Доедая суп, Аня уже клевала носом и, когда Нгуги снова завел разговор, что-то невпопад ответив, вскользь подумала, что надо бы открыть глаза и поблагодарить за хлеб-соль, но не открыла, а только покрепче зажмурила. Двигаться не хотелось, тем более что ноги и руки отказались слушаться, их стали оплетать мягкие травы, а над головой зашумела ветвями берёзовая роща.
Где-то далеко-далеко, в глубине сна, Аня услышала шум льющейся воды и тихие людские голоса. Попыталась распахнуть глаза, но веки оказались словно накрепко зашиты суровыми нитками, и она снова упала в мягкую пропасть.
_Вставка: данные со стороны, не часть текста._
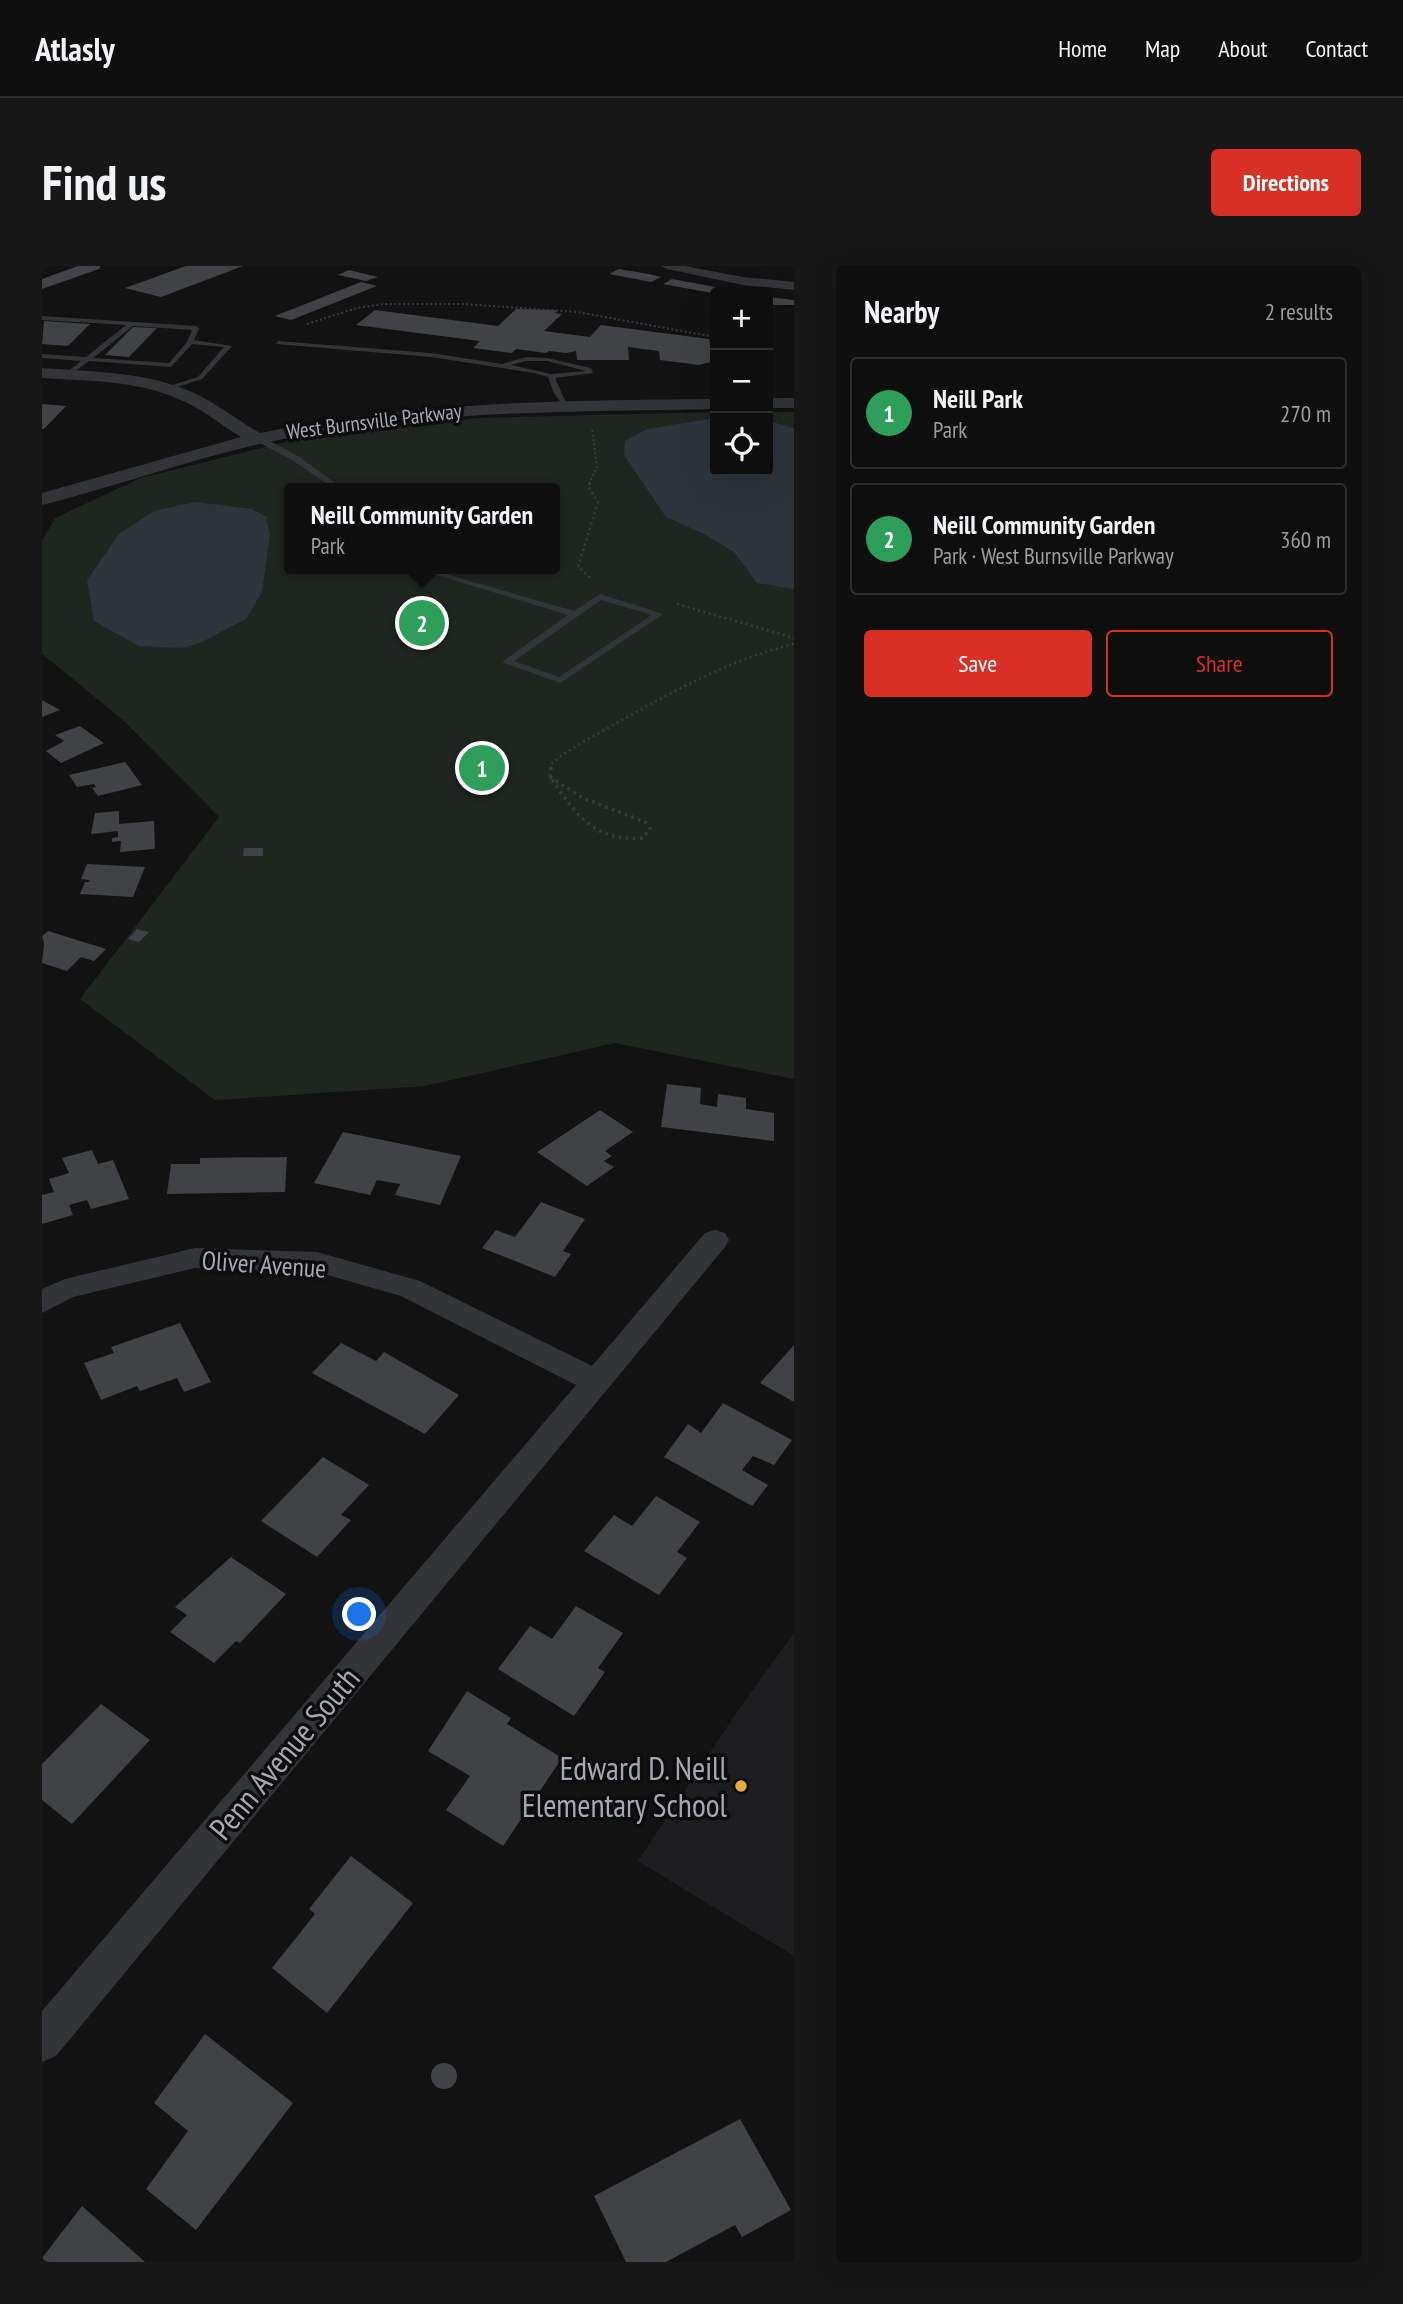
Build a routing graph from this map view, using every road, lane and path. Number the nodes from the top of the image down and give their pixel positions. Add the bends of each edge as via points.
1 (56, 266) edge
2 (93, 266) edge
3 (667, 266) edge
4 (42, 271) edge
5 (42, 284) edge
6 (794, 286) edge
7 (42, 318) edge
8 (132, 324) junction
9 (710, 336) edge
10 (190, 342) junction
11 (278, 343) joint
12 (42, 356) edge
13 (90, 359) junction
14 (505, 365) junction
15 (42, 373) edge
16 (67, 375) junction
17 (551, 376) junction
18 (165, 389) junction
19 (710, 393) edge
20 (773, 393) edge
21 (794, 394) edge
22 (560, 399) junction
23 (773, 403) edge
24 (794, 403) edge
25 (710, 404) edge
26 (590, 421) dead end
27 (234, 427) junction
28 (257, 438) junction
29 (42, 481) edge
30 (331, 483) edge
31 (42, 499) edge
32 (438, 574) edge
33 (592, 579) dead end
34 (667, 601) dead end
35 (574, 614) junction
36 (794, 638) edge
37 (794, 644) edge
38 (550, 777) junction
39 (715, 1240) dead end
40 (42, 1302) edge
41 (595, 1381) junction
42 (42, 2042) edge

1 - 4 main road
2 - 5 main road
3 - 6 street
7 - 8 lane
8 - 10 lane via 196,328
8 - 13 lane
9 - 11 path via 578,312 413,303 331,315 285,334
10 - 13 lane via 170,365
10 - 18 lane via 229,346 200,378
11 - 14 lane
12 - 13 lane
13 - 16 lane
14 - 17 lane
14 - 17 lane via 535,357 589,369 590,373
15 - 16 street
16 - 18 street via 148,383
17 - 22 lane
18 - 27 street via 188,397
19 - 22 street, West Burnsville Parkway
20 - 21 street
22 - 25 street, West Burnsville Parkway
22 - 27 street, West Burnsville Parkway via 400,402
22 - 28 street, West Burnsville Parkway via 407,414
23 - 24 street
26 - 33 path via 597,467 588,487 598,502 578,568
27 - 28 street
27 - 29 street, West Burnsville Parkway
28 - 30 lane
28 - 31 street, West Burnsville Parkway via 166,460
32 - 35 lane
34 - 36 path
35 - 35 lane via 506,662 560,680 659,614 600,597
37 - 38 path via 754,653 642,709 563,754 551,764
38 - 38 path via 594,831 629,840 643,838 650,829 645,822 567,792
39 - 41 street, Penn Avenue South
40 - 41 street, Oliver Avenue via 65,1289 195,1258 317,1262 410,1288
41 - 42 street, Penn Avenue South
Проснулась она от чужого пристального взгляда и обнаружила, что лежит на лавке с подушкой под головой, а в кресле рядом сидит незнакомый лысый мужчина и не мигая смотрит прямо на неё.
«Дикий Барин», – мгновенно догадалась Аня.
От мрачного вида хозяина и напряжённой позы исходила невидимая враждебность. Ане даже показалось, что за спиной он прячет руку с хлыстом, чтобы ударить им по лицу нахальную девчонку, пролезшую в дом.
Неловко путаясь в юбке, Аня села, ожидая удара. Лицо барина было так близко, что она смогла подробно разглядеть рябинку возле круглого носа, изборождённый морщинами лоб, серые глаза, прикрытые набухшими веками, широкий рот, с крепко стиснутыми губами.
Он скомандовал:
– Пошла вон.
К такому обращению Аня давно привыкла. Она встала, безропотно поклонилась и пошла к двери, жалея лишь о том, что вернётся к бабе Кате с пустыми руками.
– Подожди. Как звать? Зачем пришла?
Уже держась за ручку двери, Аня обернулась и еле слышно прошептала:
– Пришла на работу наниматься. Помираем с бабкой от голода. А звать меня Аня.
– Анна?
Лицо Дикого Барина дёрнулось, словно от удара по затылку. Он задумчиво повторил:
– Анна, Анна, Анна, – и вдруг резко позвал слугу: – Гуга, иди сюда.